Which part of the code is most time consuming and how to speed it up?

Thanks

Related: http://stackoverflow.com/questions/3927/what-are-some-good-net-profilers — Brian Cain, Jul 24 '12 at 03:05
Don't create a new regular expression each time. Create it once, and use the `RegexOptions.Compiled` flag for some extra performance. — Ry-, Jul 24 '12 at 03:06
try to avoid regular expression they typically take more time — COLD TOLD, Jul 24 '12 at 03:07
You're using strings and string concatenation a lot; look into using `StringBuilder` - it should help speed things up considerably in your case. You could rewrite your `Dictionary` to `Dictionary` as a start. — newfurniturey, Jul 24 '12 at 03:11

score 3 · Answer 1 · answered Jul 24 '12 at 03:08

3

I hope the compiler would do this automatically, but the first thing I notice is you're re-compiling the regular expression on every matching line:

            while ((line = sr.ReadLine()) != null)
            {
                if (line.StartsWith(">"))
                {// Match Sequence
                    re = new Regex(@"^>(\S+)");

Even better if you can remove the regular expressions completely; most languages provide a split function of some sort that often smokes regular expressions...

answered Jul 24 '12 at 03:08

sarnold

102,305
22
181
238

1

Agreed, 're' should be well-defined outside the loop. – matchdav Jul 24 '12 at 03:11
1

I did statistics on this, the best way to do it is to make them static and using the `RegexOptions.Compiled`. – Yuriy Faktorovich Jul 24 '12 at 03:22

Ry- · Accepted Answer · 2012-07-24T03:47:25.337

Cache and compile regular expressions, reorder conditionals, lessen number of trimmings, and such.

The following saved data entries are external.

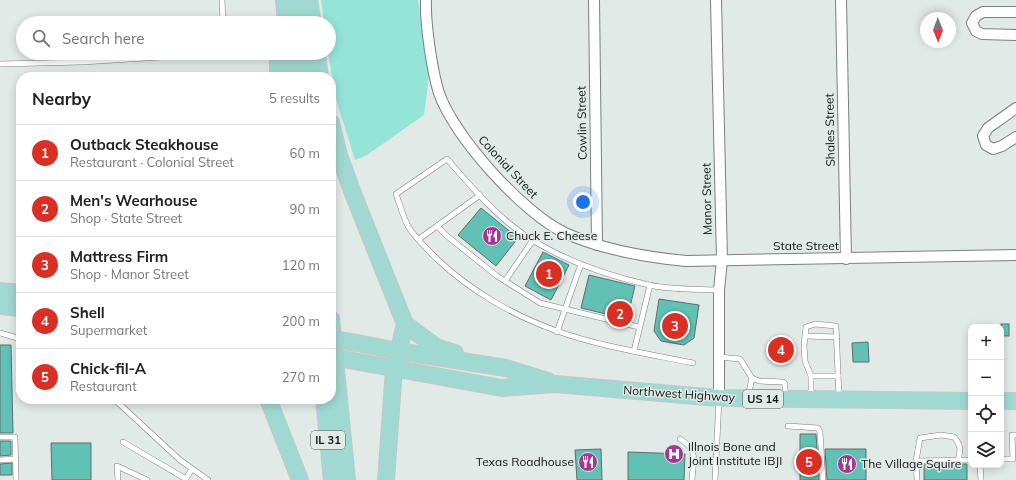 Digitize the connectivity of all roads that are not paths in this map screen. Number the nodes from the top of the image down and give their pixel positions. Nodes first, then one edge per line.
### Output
1 (222, 0) edge
2 (277, 0) edge
3 (284, 0) edge
4 (298, 0) edge
5 (310, 0) edge
6 (594, 0) edge
7 (716, 0) edge
8 (841, 0) edge
9 (426, 1) edge
10 (1016, 12) edge
11 (223, 16) edge
12 (277, 16) edge
13 (285, 16) edge
14 (300, 16) edge
15 (312, 16) edge
16 (1016, 36) edge
17 (105, 60) edge
18 (278, 60) edge
19 (290, 60) edge
20 (306, 60) edge
21 (318, 60) edge
22 (0, 64) edge
23 (278, 72) edge
24 (291, 72) edge
25 (307, 72) edge
26 (319, 72) edge
27 (1016, 108) edge
28 (1016, 137) edge
29 (336, 143) edge
30 (480, 195) junction
31 (438, 226) junction
32 (419, 239) junction
33 (533, 240) junction
34 (597, 245) junction
35 (1016, 255) edge
36 (846, 259) junction
37 (722, 260) junction
38 (581, 264) junction
39 (505, 281) junction
40 (650, 285) junction
41 (719, 290) junction
42 (0, 291) edge
43 (16, 293) edge
44 (0, 306) edge
45 (16, 308) edge
46 (565, 310) junction
47 (405, 324) junction
48 (639, 327) junction
49 (557, 332) junction
50 (0, 333) edge
51 (805, 336) junction
52 (837, 337) junction
53 (16, 338) edge
54 (336, 340) edge
55 (398, 351) junction
56 (634, 351) junction
57 (719, 357) junction
58 (336, 358) edge
59 (693, 363) dead end
60 (506, 368) junction
61 (336, 369) edge
62 (394, 369) junction
63 (811, 376) junction
64 (838, 376) junction
65 (752, 378) junction
66 (555, 384) junction
67 (719, 398) junction
68 (748, 399) junction
69 (785, 399) junction
70 (811, 400) junction
71 (839, 400) junction
72 (968, 401) edge
73 (1004, 401) edge
74 (1016, 401) edge
75 (119, 404) edge
76 (270, 404) edge
77 (324, 404) edge
78 (788, 426) dead end
79 (1016, 435) edge
80 (0, 437) edge
81 (680, 439) dead end
82 (123, 442) dead end
83 (0, 460) edge
84 (16, 460) junction
85 (958, 460) junction
86 (968, 460) edge
87 (1004, 460) edge
88 (916, 461) junction
89 (980, 468) edge
90 (192, 469) junction
91 (186, 479) edge
92 (16, 480) edge
93 (118, 480) edge
94 (147, 480) edge
95 (208, 480) edge
96 (300, 480) edge
97 (332, 480) edge
98 (347, 480) edge
99 (386, 480) edge
100 (692, 480) edge
101 (716, 480) edge
102 (823, 480) edge
103 (917, 480) edge
104 (981, 480) edge

1 - 11 lane
2 - 12 main road
3 - 13 main road
4 - 14 main road
5 - 15 main road
6 - 34 street, Cowlin Street
7 - 37 street, Manor Street
8 - 36 street, Shales Street
9 - 34 street, Colonial Street
10 - 16 street
17 - 22 lane
18 - 23 main road
19 - 24 main road
20 - 25 main road
21 - 26 main road
27 - 28 street
29 - 47 main road
30 - 31 lane
30 - 32 lane
30 - 33 lane
31 - 32 lane
31 - 39 lane
32 - 49 lane
33 - 38 lane
33 - 39 lane
34 - 37 street, State Street
35 - 36 street, State Street
36 - 37 street, State Street
37 - 41 street, Manor Street
38 - 40 lane
38 - 46 lane
39 - 46 lane
40 - 41 lane
40 - 48 lane
41 - 57 street, Manor Street
42 - 43 main road
44 - 45 main road
46 - 48 lane
46 - 49 lane
47 - 55 main road
47 - 60 main road
48 - 56 lane
49 - 56 lane
50 - 53 lane
51 - 52 lane
51 - 52 lane
51 - 63 lane
52 - 64 lane
54 - 55 main road, Northwest Highway / US 14, bridge
55 - 60 main road, Northwest Highway / US 14
55 - 62 main road
56 - 59 lane
57 - 65 lane
57 - 67 street, Manor Street
58 - 62 main road, Northwest Highway / US 14, bridge
60 - 66 main road, Northwest Highway / US 14
61 - 98 main road, IL 31
62 - 66 main road, Northwest Highway / US 14
62 - 99 main road
63 - 64 lane
63 - 70 lane
64 - 71 lane
65 - 68 lane
65 - 69 lane
66 - 67 main road, Northwest Highway / US 14
67 - 68 main road, Northwest Highway / US 14
67 - 101 lane
68 - 69 main road, Northwest Highway / US 14
69 - 70 main road, Northwest Highway / US 14
70 - 71 main road, Northwest Highway / US 14
71 - 72 main road, Northwest Highway / US 14
73 - 74 main road
75 - 90 lane
76 - 96 main road
77 - 97 main road, IL 31
78 - 102 lane
79 - 87 lane
80 - 84 lane
81 - 100 lane
82 - 91 lane
83 - 84 lane
84 - 92 lane
85 - 86 lane
85 - 88 lane
85 - 88 lane
88 - 103 lane
89 - 104 lane
90 - 91 lane
90 - 95 lane
93 - 94 lane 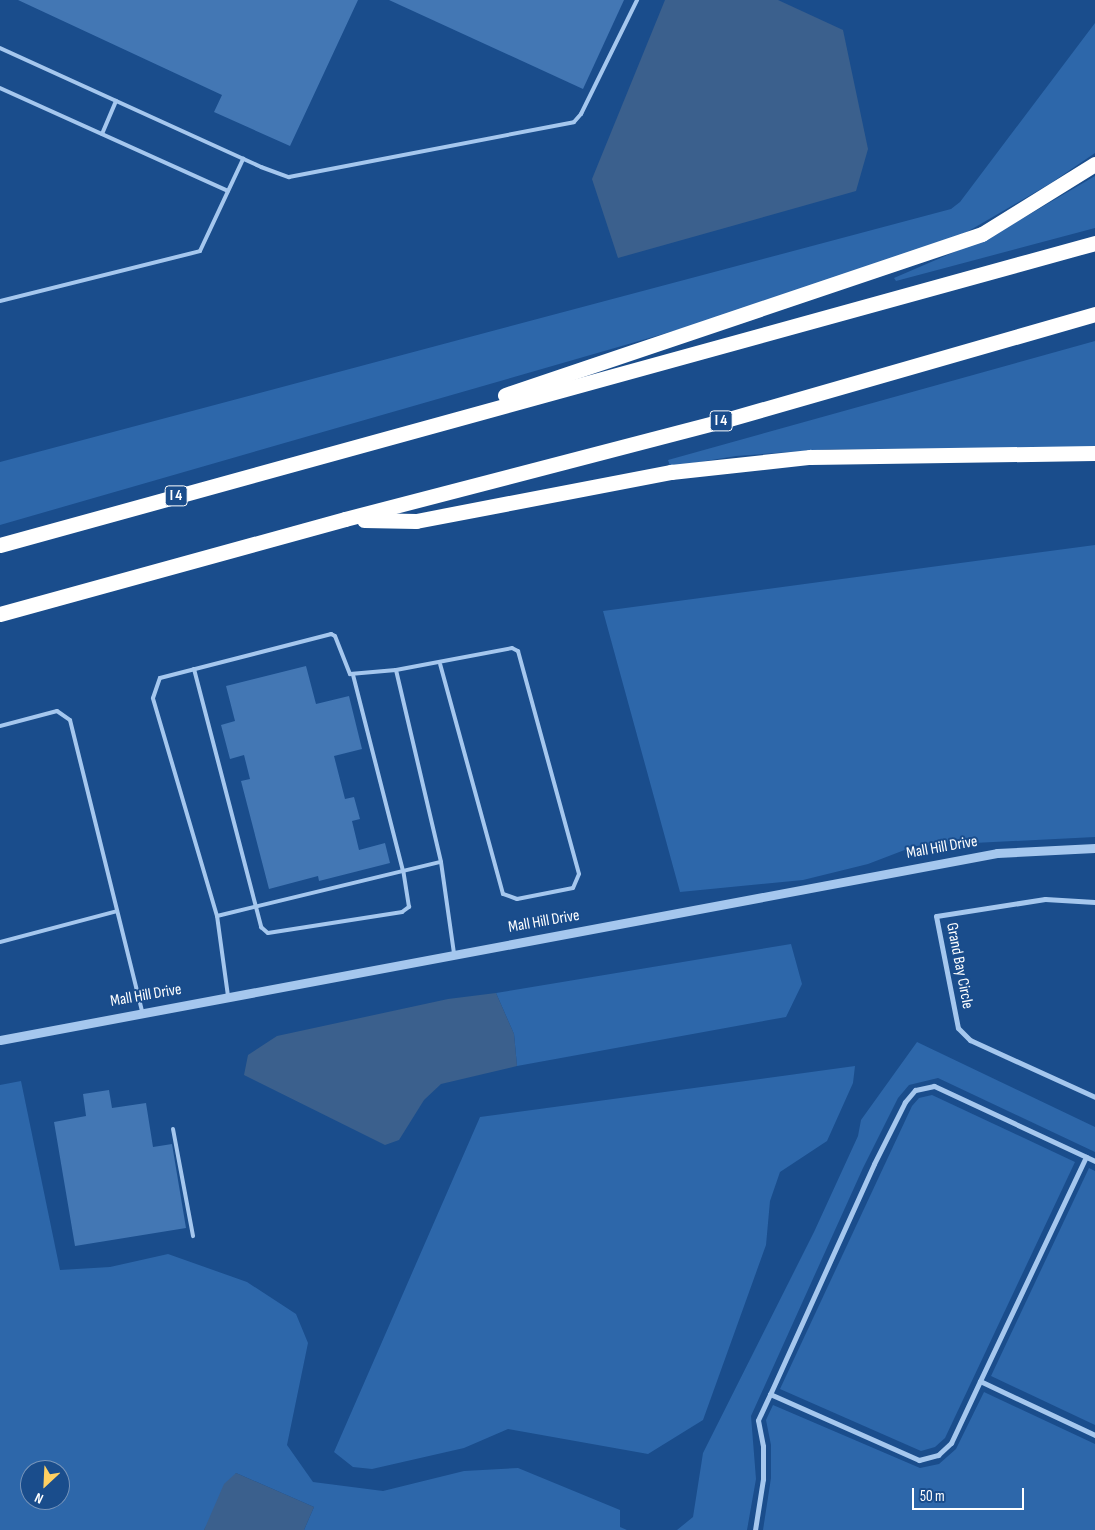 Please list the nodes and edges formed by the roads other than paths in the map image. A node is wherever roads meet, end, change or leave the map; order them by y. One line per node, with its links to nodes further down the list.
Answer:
1 (637, 0): 6 (lane)
2 (0, 48): 4 (lane)
3 (0, 88): 5 (lane)
4 (116, 101): 5 (lane); 6 (lane)
5 (102, 134): 8 (lane)
6 (243, 159): 8 (lane)
7 (1095, 164): 12 (highway)
8 (228, 191): 10 (lane)
9 (1095, 243): 12 (highway, I 4)
10 (0, 301)
11 (1095, 314): 14 (highway, I 4)
12 (352, 447): 15 (highway, I 4)
13 (1095, 453): 14 (highway)
14 (345, 519): 16 (highway, I 4)
15 (0, 545)
16 (0, 614)
17 (440, 664): 17 (lane); 19 (lane)
18 (194, 669): 20 (lane); 26 (lane); 28 (lane)
19 (396, 670): 20 (lane); 23 (lane)
20 (353, 674): 24 (lane)
21 (0, 726): 27 (lane)
22 (1095, 848): 30 (street, Mall Hill Drive)
23 (441, 862): 24 (lane); 30 (lane)
24 (403, 871): 26 (lane); 26 (lane)
25 (1095, 902): 34 (street, Grand Bay Circle)
26 (257, 906): 28 (lane)
27 (117, 911): 29 (lane); 32 (lane)
28 (217, 916): 31 (lane)
29 (0, 942)
30 (454, 954): 31 (street, Mall Hill Drive)
31 (228, 996): 32 (street, Mall Hill Drive)
32 (142, 1011): 33 (street, Mall Hill Drive)
33 (0, 1040)
34 (1095, 1097)
35 (173, 1129): 38 (lane)
36 (1086, 1157): 37 (street); 39 (street); 40 (street)
37 (1095, 1161)
38 (193, 1236)
39 (980, 1380): 40 (street); 41 (street)
40 (770, 1394): 42 (street)
41 (1095, 1435)
42 (755, 1530) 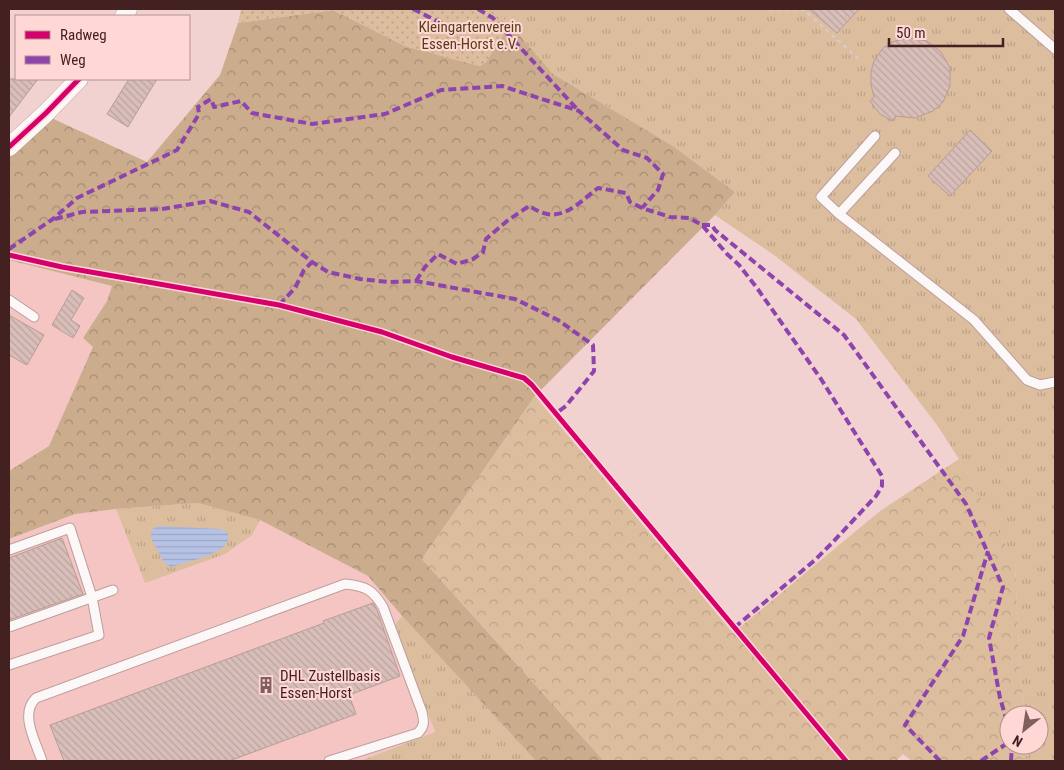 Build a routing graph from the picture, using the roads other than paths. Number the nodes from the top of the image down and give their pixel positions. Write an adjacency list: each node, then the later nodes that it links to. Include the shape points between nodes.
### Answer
1 (1009, 9): 2 (lane)
2 (1055, 49)
3 (78, 80): 5 (street)
4 (875, 136): 7 (lane, via 821,197)
5 (9, 147)
6 (895, 153): 7 (lane)
7 (839, 214): 10 (lane, via 974,320 1027,380 1040,385)
8 (9, 300): 9 (lane)
9 (34, 317)
10 (1055, 382)
11 (9, 550): 13 (lane, via 70,528)
12 (113, 590): 13 (lane)
13 (92, 597): 14 (lane); 15 (lane, via 99,635)
14 (9, 627)
15 (9, 666)
16 (42, 761): 17 (lane, via 28,719 30,703 36,698 345,584 359,585 376,595 383,608 422,712 423,727 418,733)
17 (329, 761)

public static Dictionary<string, string> FASTAFileReadIn(string file) {
    var seq = new Dictionary<string, string>();

    Regex re = new Regex(@"^>(\S+)", RegexOptions.Compiled);
    Regex nonWhitespace = new Regex(@"\S", RegexOptions.Compiled);
    Match m;
    string currentName = string.Empty;

    try {
        foreach(string line in File.ReadLines(file)) {
            if(line[0] == '>') {
                m = re.Match(line);

                if(m.Success) {
                    if(!seq.ContainsKey(m.Groups[1].Value)) {
                        seq.Add(m.Groups[1].Value, string.Empty);
                        currentName = m.Groups[1].Value;
                    }
                }
            } else if(currentName != string.Empty) {
                if(nonWhitespace.IsMatch(line)) {
                    seq[currentName] += line.Trim();
                }
            }
        }
    } catch(IOException e) {
        Console.WriteLine("An IO exception has been thrown!");
        Console.WriteLine(e.ToString());
    }

    return seq;
}

However, that's just a naïve optimization. Reading up on the FASTA format, I wrote this:

public static Dictionary<string, string> ReadFasta(string filename) {
    var result = new Dictionary<string, string>
    var current = new StringBuilder();
    string currentKey = null;

    foreach(string line in File.ReadLines(filename)) {
        if(line[0] == '>') {
            if(currentKey != null) {
                result.Add(currentKey, current.ToString());
                current.Clear();
            }

            int i = line.IndexOf(' ', 2);

            currentKey = i > -1 ? line.Substring(1, i - 1) : line.Substring(1);
        } else if(currentKey != null) {
            current.Append(line.TrimEnd());
        }
    }

    if(currentKey != null)
        result.Add(currentKey, current.ToString());

    return result;
}

Tell me if it works; it should be much faster.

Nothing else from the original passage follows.